**WHAT THE TASK ASKS:**
Your task is to copy every line below that contains the word "材木町五丁目".

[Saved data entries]
Segment Open

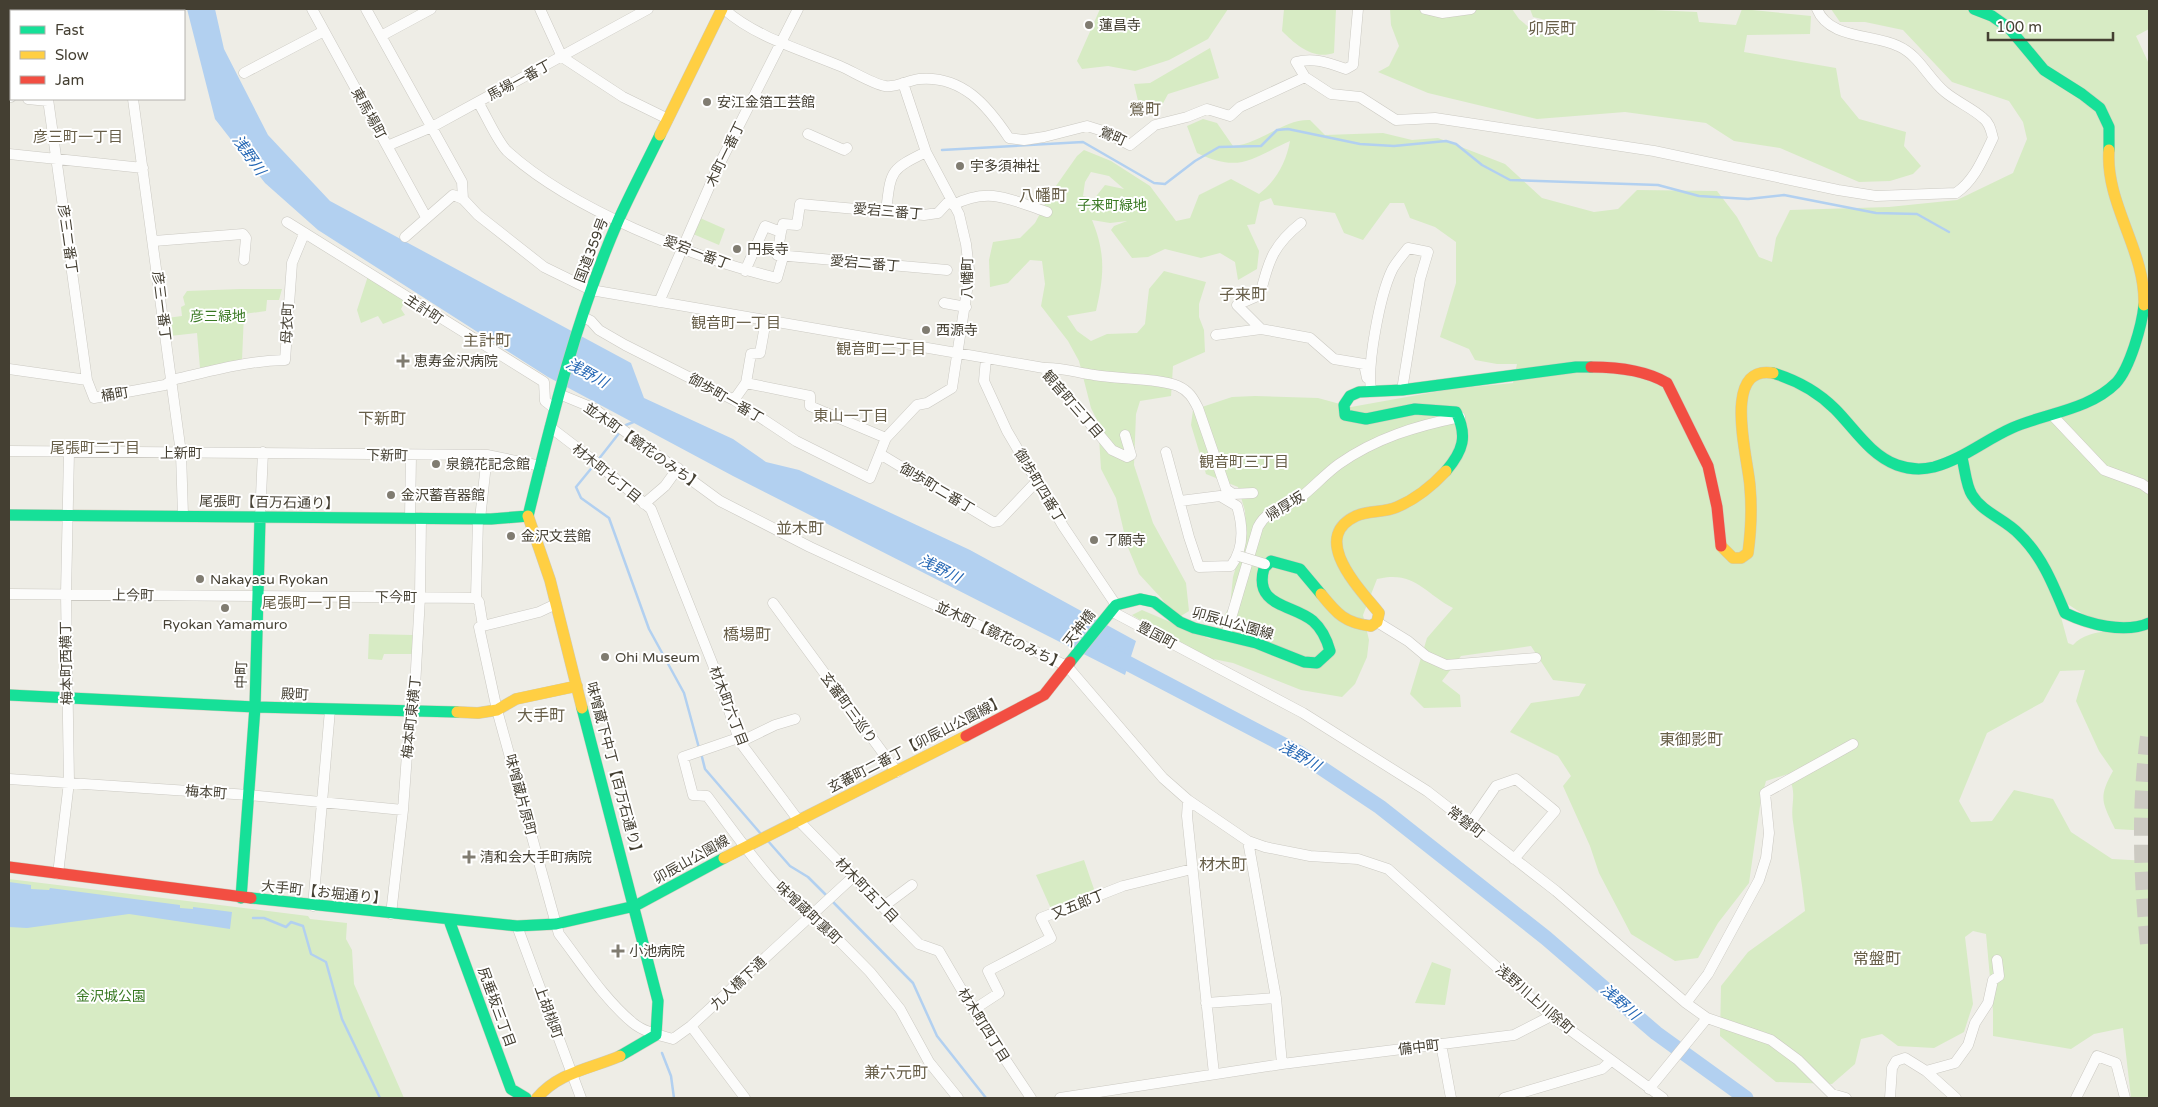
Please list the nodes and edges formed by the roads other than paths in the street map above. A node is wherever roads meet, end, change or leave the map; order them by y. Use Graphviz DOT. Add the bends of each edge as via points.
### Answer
graph roads {
  1 [pos="312,9"];
  2 [pos="366,9"];
  3 [pos="431,9"];
  4 [pos="540,9"];
  5 [pos="648,9"];
  6 [pos="723,9"];
  7 [pos="798,9"];
  8 [pos="1358,9"];
  9 [pos="1425,9"];
  10 [pos="1471,9"];
  11 [pos="1817,9"];
  12 [pos="1974,9"];
  13 [pos="324,31"];
  14 [pos="381,36"];
  15 [pos="782,42"];
  16 [pos="562,57"];
  17 [pos="244,73"];
  18 [pos="1305,77"];
  19 [pos="903,83"];
  20 [pos="48,100"];
  21 [pos="134,100"];
  22 [pos="478,102"];
  23 [pos="668,119"];
  24 [pos="432,127"];
  25 [pos="808,134"];
  26 [pos="387,146"];
  27 [pos="847,148"];
  28 [pos="926,152"];
  29 [pos="9,154"];
  30 [pos="57,160"];
  31 [pos="143,168"];
  32 [pos="464,199"];
  33 [pos="952,202"];
  34 [pos="886,211"];
  35 [pos="1047,212"];
  36 [pos="426,217"];
  37 [pos="618,221"];
  38 [pos="287,222"];
  39 [pos="1301,223"];
  40 [pos="781,232"];
  41 [pos="304,234"];
  42 [pos="405,237"];
  43 [pos="154,241"];
  44 [pos="683,248"];
  45 [pos="783,257"];
  46 [pos="244,260"];
  47 [pos="745,270"];
  48 [pos="947,270"];
  49 [pos="591,290"];
  50 [pos="659,302"];
  51 [pos="944,303"];
  52 [pos="966,307"];
  53 [pos="582,319"];
  54 [pos="766,320"];
  55 [pos="1261,329"];
  56 [pos="1216,335"];
  57 [pos="958,354"];
  58 [pos="986,358"];
  59 [pos="9,368"];
  60 [pos="1044,368"];
  61 [pos="87,380"];
  62 [pos="172,380"];
  63 [pos="746,383"];
  64 [pos="1371,389"];
  65 [pos="560,390"];
  66 [pos="1402,390"];
  67 [pos="734,400"];
  68 [pos="549,405"];
  69 [pos="2053,416"];
  70 [pos="1460,417"];
  71 [pos="550,427"];
  72 [pos="1125,435"];
  73 [pos="886,438"];
  74 [pos="9,451"];
  75 [pos="69,452"];
  76 [pos="263,452"];
  77 [pos="1166,452"];
  78 [pos="181,453"];
  79 [pos="880,454"];
  80 [pos="411,455"];
  81 [pos="488,455"];
  82 [pos="1962,458"];
  83 [pos="541,466"];
  84 [pos="678,468"];
  85 [pos="1037,482"];
  86 [pos="2149,489"];
  87 [pos="1253,493"];
  88 [pos="1180,501"];
  89 [pos="644,504"];
  90 [pos="9,515"];
  91 [pos="183,515"];
  92 [pos="69,516"];
  93 [pos="528,516"];
  94 [pos="260,518"];
  95 [pos="416,518"];
  96 [pos="479,519"];
  97 [pos="1239,556"];
  98 [pos="1265,564"];
  99 [pos="9,594"];
  100 [pos="66,594"];
  101 [pos="257,597"];
  102 [pos="420,597"];
  103 [pos="476,598"];
  104 [pos="773,603"];
  105 [pos="556,604"];
  106 [pos="690,607"];
  107 [pos="1112,610"];
  108 [pos="1377,622"];
  109 [pos="2149,623"];
  110 [pos="483,626"];
  111 [pos="1226,635"];
  112 [pos="1536,658"];
  113 [pos="1203,659"];
  114 [pos="1070,663"];
  115 [pos="577,686"];
  116 [pos="9,695"];
  117 [pos="66,699"];
  118 [pos="255,707"];
  119 [pos="330,710"];
  120 [pos="497,710"];
  121 [pos="410,712"];
  122 [pos="795,719"];
  123 [pos="739,740"];
  124 [pos="1853,744"];
  125 [pos="897,772"];
  126 [pos="9,779"];
  127 [pos="69,782"];
  128 [pos="249,794"];
  129 [pos="1188,800"];
  130 [pos="323,803"];
  131 [pos="403,810"];
  132 [pos="799,821"];
  133 [pos="1469,825"];
  134 [pos="765,837"];
  135 [pos="1248,841"];
  136 [pos="745,846"];
  137 [pos="1514,859"];
  138 [pos="9,867"];
  139 [pos="1192,869"];
  140 [pos="58,874"];
  141 [pos="854,876"];
  142 [pos="912,885"];
  143 [pos="1414,892"];
  144 [pos="241,898"];
  145 [pos="313,906"];
  146 [pos="635,906"];
  147 [pos="884,906"];
  148 [pos="812,913"];
  149 [pos="391,914"];
  150 [pos="449,920"];
  151 [pos="556,924"];
  152 [pos="517,926"];
  153 [pos="939,950"];
  154 [pos="1997,960"];
  155 [pos="1276,998"];
  156 [pos="1206,1003"];
  157 [pos="1686,1003"];
  158 [pos="973,1010"];
  159 [pos="1551,1016"];
  160 [pos="1707,1018"];
  161 [pos="691,1026"];
  162 [pos="656,1035"];
  163 [pos="1441,1044"];
  164 [pos="1611,1061"];
  165 [pos="1282,1064"];
  166 [pos="1926,1071"];
  167 [pos="572,1074"];
  168 [pos="1214,1074"];
  169 [pos="1649,1089"];
  170 [pos="526,1098"];
  171 [pos="537,1098"];
  172 [pos="580,1098"];
  173 [pos="745,1098"];
  174 [pos="958,1098"];
  175 [pos="1030,1098"];
  176 [pos="1060,1098"];
  177 [pos="1451,1098"];
  178 [pos="1504,1098"];
  179 [pos="1663,1098"];
  180 [pos="1846,1098"];
  181 [pos="1890,1098"];
  182 [pos="1956,1098"];
  183 [pos="2076,1098"];
  184 [pos="2124,1098"];
  1 -- 13 [label="street, 東馬場町"];
  2 -- 14 [label="street"];
  3 -- 14 [label="street"];
  4 -- 16 [label="street"];
  5 -- 16 [label="street, 馬場一番丁"];
  6 -- 15 [label="street" via="737,20"];
  6 -- 23 [label="main road, 国道359号"];
  7 -- 15 [label="street, 木町一番丁"];
  8 -- 18 [label="street" via="1353,65 1346,69 1320,60 1296,62"];
  9 -- 10 [label="street" via="1442,13"];
  11 -- 18 [label="street" via="1838,30 1900,46 1943,91 1984,118 1992,138 1975,174 1964,187 1956,192 1876,196 1635,147 1435,118 1396,120 1360,97 1332,94"];
  12 -- 69 [label="main road" via="2006,25 2046,71 2098,105 2108,118 2109,172 2142,280 2144,320 2122,376 2108,388"];
  13 -- 17 [label="street"];
  13 -- 26 [label="street, 東馬場町"];
  14 -- 24 [label="street"];
  15 -- 19 [label="street" via="886,87"];
  15 -- 44 [label="street, 木町一番丁" via="717,170"];
  16 -- 22 [label="street, 馬場一番丁"];
  16 -- 23 [label="street" via="623,97"];
  18 -- 19 [label="street, 鶯町" via="1240,107 1230,116 1207,109 1187,118 1155,125 1130,146 1087,126 1031,139 1009,138 981,100 950,82 932,79"];
  19 -- 28 [label="street, 八幡町"];
  20 -- 30 [label="street, 彦三二番丁"];
  21 -- 31 [label="street, 彦三一番丁"];
  22 -- 24 [label="street, 馬場一番丁"];
  22 -- 37 [label="street, 愛宕一番丁" via="506,150 550,184"];
  23 -- 37 [label="main road, 国道359号"];
  24 -- 26 [label="street, 馬場一番丁"];
  24 -- 32 [label="street" via="462,182"];
  25 -- 27 [label="street" via="844,150"];
  26 -- 36 [label="street, 東馬場町"];
  28 -- 33 [label="street, 八幡町"];
  28 -- 34 [label="street" via="899,165 892,175"];
  29 -- 30 [label="street"];
  30 -- 31 [label="street"];
  30 -- 61 [label="street, 彦三二番丁"];
  31 -- 43 [label="street, 彦三一番丁"];
  32 -- 36 [label="street" via="453,196"];
  32 -- 49 [label="street" via="478,215 544,266"];
  33 -- 34 [label="street, 愛宕三番丁" via="934,214"];
  33 -- 35 [label="street, 愛宕三番丁" via="992,194"];
  33 -- 52 [label="street, 八幡町" via="959,214 966,244 969,269"];
  34 -- 40 [label="street, 愛宕三番丁" via="800,204 797,225 783,224"];
  36 -- 42 [label="street"];
  37 -- 44 [label="street, 愛宕一番丁"];
  37 -- 49 [label="main road, 国道359号"];
  38 -- 41 [label="street, 主計町"];
  39 -- 55 [label="street" via="1289,232 1269,260 1260,294 1237,305"];
  40 -- 45 [label="street" via="777,255"];
  40 -- 47 [label="street" via="765,226"];
  41 -- 62 [label="street, 母衣町" via="292,263 285,360 228,366"];
  41 -- 68 [label="street, 主計町" via="544,382"];
  43 -- 46 [label="street" via="243,234 246,238"];
  43 -- 62 [label="street, 彦三一番丁"];
  44 -- 47 [label="street, 愛宕一番丁"];
  44 -- 50 [label="street, 木町一番丁"];
  45 -- 47 [label="street, 愛宕一番丁" via="777,278"];
  45 -- 48 [label="street, 愛宕二番丁"];
  49 -- 50 [label="street"];
  49 -- 53 [label="main road, 国道359号"];
  50 -- 54 [label="street"];
  51 -- 52 [label="street"];
  52 -- 57 [label="street, 八幡町"];
  53 -- 65 [label="main road, 国道359号"];
  53 -- 67 [label="street, 御歩町一番丁" via="592,321 599,330 625,345"];
  54 -- 57 [label="street"];
  54 -- 63 [label="street" via="760,353 752,354"];
  55 -- 56 [label="street"];
  55 -- 64 [label="street" via="1310,338 1334,359 1364,364"];
  57 -- 58 [label="street, 観音町三丁目"];
  57 -- 73 [label="street, 八幡町" via="952,388 927,403 917,405"];
  58 -- 60 [label="street, 観音町三丁目"];
  58 -- 85 [label="street, 御歩町四番丁" via="984,381 1007,431"];
  59 -- 61 [label="street, 桶町"];
  60 -- 72 [label="street, 観音町三丁目" via="1112,450 1127,457 1131,455"];
  60 -- 87 [label="street" via="1058,367 1091,375 1167,382 1179,387 1192,396 1198,408 1226,489 1233,494"];
  61 -- 62 [label="street, 桶町" via="94,398 164,385"];
  62 -- 78 [label="street, 彦三一番丁"];
  63 -- 67 [label="street"];
  63 -- 73 [label="street" via="810,396 810,406"];
  64 -- 66 [label="main road"];
  64 -- 66 [label="street" via="1373,347 1387,281 1408,248 1428,252 1420,279"];
  64 -- 70 [label="main road" via="1350,396 1344,405 1345,415 1366,420 1400,411 1441,408 1456,412"];
  65 -- 68 [label="main road, 国道359号"];
  65 -- 84 [label="street, 並木町【鏡花のみち】" via="593,408"];
  66 -- 82 [label="main road" via="1576,367 1599,367 1655,376 1667,383 1708,466 1717,507 1720,544 1734,558 1748,553 1750,542 1748,462 1739,414 1747,383 1756,375 1776,373 1816,392 1835,408 1866,444 1899,465 1927,468"];
  67 -- 79 [label="street, 御歩町一番丁" via="796,441 870,478"];
  68 -- 71 [label="main road, 国道359号"];
  69 -- 82 [label="main road" via="2008,428"];
  69 -- 86 [label="street" via="2104,470"];
  70 -- 108 [label="main road" via="1465,431 1463,448 1435,482 1395,508 1356,516 1340,527 1335,539 1345,567 1379,614"];
  70 -- 111 [label="street, 帰厚坂" via="1422,425 1382,439 1339,464 1300,497 1264,516"];
  71 -- 83 [label="main road, 国道359号"];
  71 -- 89 [label="street, 材木町七丁目"];
  73 -- 79 [label="street"];
  74 -- 75 [label="street, 上新町"];
  75 -- 78 [label="street, 上新町"];
  75 -- 92 [label="street, 梅本町西横丁"];
  76 -- 78 [label="street, 上新町"];
  76 -- 80 [label="street, 下新町"];
  76 -- 94 [label="street, 中町"];
  77 -- 88 [label="street"];
  78 -- 91 [label="street, 彦三一番丁"];
  79 -- 85 [label="street, 御歩町二番丁" via="993,522 999,521"];
  80 -- 81 [label="street, 下新町"];
  80 -- 95 [label="street, 梅本町東横丁"];
  81 -- 83 [label="street, 下新町"];
  81 -- 96 [label="street, 味噌蔵片原町"];
  82 -- 109 [label="main road" via="1971,494 1983,508 2018,532 2034,550 2051,578 2065,613 2084,620 2126,627"];
  83 -- 93 [label="main road, 国道359号"];
  84 -- 89 [label="street"];
  84 -- 114 [label="street, 並木町【鏡花のみち】" via="720,501 768,526"];
  85 -- 107 [label="street, 御歩町四番丁"];
  88 -- 97 [label="street" via="1220,496 1237,506 1242,522"];
  88 -- 97 [label="street" via="1200,567 1231,566"];
  89 -- 106 [label="street, 材木町七丁目" via="651,508"];
  90 -- 92 [label="main road, 尾張町【百万石通り】"];
  91 -- 92 [label="main road, 尾張町【百万石通り】"];
  91 -- 94 [label="main road, 尾張町【百万石通り】"];
  92 -- 100 [label="street, 梅本町西横丁"];
  93 -- 96 [label="main road, 尾張町【百万石通り】"];
  93 -- 105 [label="main road, 味噌蔵下中丁【百万石通り】"];
  94 -- 95 [label="main road, 尾張町【百万石通り】"];
  94 -- 101 [label="main road, 中町"];
  95 -- 96 [label="main road, 尾張町【百万石通り】"];
  95 -- 102 [label="street, 梅本町東横丁"];
  96 -- 103 [label="street, 味噌蔵片原町"];
  97 -- 98 [label="street, bridge"];
  98 -- 108 [label="main road" via="1271,560 1300,569 1337,614 1355,624 1372,626"];
  98 -- 111 [label="main road, 卯辰山公園線" via="1263,581 1272,600 1286,610 1312,620 1325,635 1330,651 1317,663 1302,662"];
  99 -- 100 [label="street, 上今町"];
  100 -- 101 [label="street, 上今町"];
  100 -- 117 [label="street, 梅本町西横丁"];
  101 -- 102 [label="street, 下今町"];
  101 -- 118 [label="main road, 中町"];
  102 -- 103 [label="street, 下今町"];
  102 -- 121 [label="street, 梅本町東横丁" via="414,705"];
  103 -- 110 [label="street, 味噌蔵片原町"];
  104 -- 125 [label="street, 玄蕃町三巡り"];
  105 -- 110 [label="street" via="539,612"];
  105 -- 115 [label="main road, 味噌蔵下中丁【百万石通り】"];
  106 -- 123 [label="street, 材木町六丁目"];
  107 -- 111 [label="main road, 卯辰山公園線" via="1137,598 1151,600 1182,624"];
  107 -- 113 [label="street, 豊国町"];
  107 -- 114 [label="main road, 天神橋"];
  108 -- 112 [label="street" via="1446,666"];
  110 -- 120 [label="street, 味噌蔵片原町" via="479,627"];
  113 -- 133 [label="street, 常磐町" via="1353,744 1427,792"];
  114 -- 125 [label="main road, 玄蕃町二番丁【卯辰山公園線】" via="1044,695 1033,702"];
  114 -- 129 [label="street, 並木町【鏡花のみち】" via="1142,755"];
  115 -- 120 [label="main road, 殿町" via="516,699"];
  115 -- 146 [label="main road, 味噌蔵下中丁【百万石通り】"];
  116 -- 117 [label="main road, 殿町"];
  117 -- 118 [label="main road, 殿町"];
  117 -- 127 [label="street, 梅本町西横丁"];
  118 -- 119 [label="main road, 殿町"];
  118 -- 128 [label="main road, 中町"];
  119 -- 121 [label="main road, 殿町"];
  119 -- 130 [label="street"];
  120 -- 121 [label="main road, 殿町" via="478,713"];
  120 -- 151 [label="street, 味噌蔵片原町"];
  121 -- 131 [label="street, 梅本町東横丁"];
  122 -- 123 [label="street"];
  123 -- 132 [label="street, 材木町六丁目"];
  123 -- 136 [label="street, 味噌蔵町裏町" via="683,757 693,795 707,796"];
  124 -- 157 [label="street" via="1765,793 1769,833 1766,858 1758,880 1708,974"];
  125 -- 132 [label="main road, 玄蕃町二番丁【卯辰山公園線】"];
  126 -- 127 [label="street, 梅本町"];
  127 -- 128 [label="street, 梅本町"];
  127 -- 140 [label="street, 梅本町西横丁"];
  128 -- 130 [label="street, 梅本町"];
  128 -- 144 [label="main road, 中町"];
  129 -- 135 [label="street, 並木町【鏡花のみち】"];
  129 -- 139 [label="street"];
  130 -- 131 [label="street, 梅本町"];
  130 -- 145 [label="street"];
  131 -- 149 [label="street, 梅本町東横丁"];
  132 -- 134 [label="main road, 玄蕃町二番丁【卯辰山公園線】"];
  132 -- 141 [label="street, 材木町五丁目"];
  133 -- 137 [label="street, 常磐町"];
  133 -- 137 [label="street" via="1496,786 1516,779 1555,812"];
  134 -- 136 [label="main road, 卯辰山公園線"];
  135 -- 143 [label="street, 並木町【鏡花のみち】" via="1302,854 1358,859 1388,869"];
  135 -- 155 [label="street"];
  136 -- 146 [label="main road, 卯辰山公園線"];
  136 -- 148 [label="street, 味噌蔵町裏町" via="782,892 805,912"];
  137 -- 157 [label="street, 常磐町" via="1598,925"];
  138 -- 140 [label="main road, 大手町【お堀通り】"];
  139 -- 156 [label="street"];
  139 -- 158 [label="street, 又五郎丁" via="1123,886 1041,918 1051,938 988,971 999,993"];
  140 -- 144 [label="main road, 大手町【お堀通り】"];
  141 -- 147 [label="street, 材木町五丁目"];
  141 -- 148 [label="street, 九人橋下通"];
  142 -- 147 [label="street"];
  143 -- 159 [label="street, 浅野川上川除町"];
  144 -- 145 [label="main road, 大手町【お堀通り】"];
  145 -- 149 [label="main road, 大手町【お堀通り】"];
  146 -- 151 [label="main road, 大手町【お堀通り】"];
  146 -- 162 [label="main road, 味噌蔵下中丁【百万石通り】" via="658,1001"];
  147 -- 153 [label="street, 材木町五丁目" via="919,944"];
  148 -- 161 [label="street, 九人橋下通"];
  148 -- 174 [label="street, 味噌蔵町裏町" via="870,972 900,1009 929,1062"];
  149 -- 150 [label="main road, 大手町【お堀通り】"];
  150 -- 152 [label="main road, 大手町【お堀通り】"];
  150 -- 170 [label="main road, 尻垂坂三丁目" via="511,1089"];
  151 -- 152 [label="main road, 大手町【お堀通り】"];
  151 -- 162 [label="street, 味噌蔵片原町" via="559,934 597,984 634,1024"];
  152 -- 167 [label="street, 上胡桃町"];
  153 -- 158 [label="street, 材木町四丁目"];
  154 -- 166 [label="street" via="1999,976 1993,980 1988,1003 1975,1023 1968,1044 1955,1063"];
  155 -- 156 [label="street"];
  155 -- 165 [label="street"];
  156 -- 168 [label="street"];
  157 -- 160 [label="street, 常磐町"];
  158 -- 175 [label="street, 材木町四丁目"];
  159 -- 163 [label="street, 備中町" via="1514,1035"];
  159 -- 164 [label="street, 浅野川上川除町"];
  160 -- 169 [label="street"];
  160 -- 180 [label="street, 常磐町" via="1771,1040 1798,1060 1832,1094"];
  161 -- 162 [label="street, 九人橋下通" via="672,1039"];
  161 -- 173 [label="street"];
  162 -- 167 [label="main road" via="618,1057"];
  163 -- 165 [label="street, 備中町"];
  163 -- 177 [label="street"];
  164 -- 169 [label="street, 浅野川上川除町"];
  164 -- 178 [label="street" via="1602,1069"];
  165 -- 168 [label="street, 備中町"];
  166 -- 181 [label="street" via="1905,1058 1896,1061 1892,1068"];
  166 -- 182 [label="street"];
  167 -- 171 [label="main road" via="556,1079"];
  167 -- 172 [label="street, 上胡桃町"];
  168 -- 176 [label="street, 備中町"];
  169 -- 179 [label="street, 浅野川上川除町"];
  183 -- 184 [label="street" via="2096,1056 2116,1063"];
}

Segment Closed

**YOUR RESPONSE:**
  132 -- 141 [label="street, 材木町五丁目"];
  141 -- 147 [label="street, 材木町五丁目"];
  147 -- 153 [label="street, 材木町五丁目" via="919,944"];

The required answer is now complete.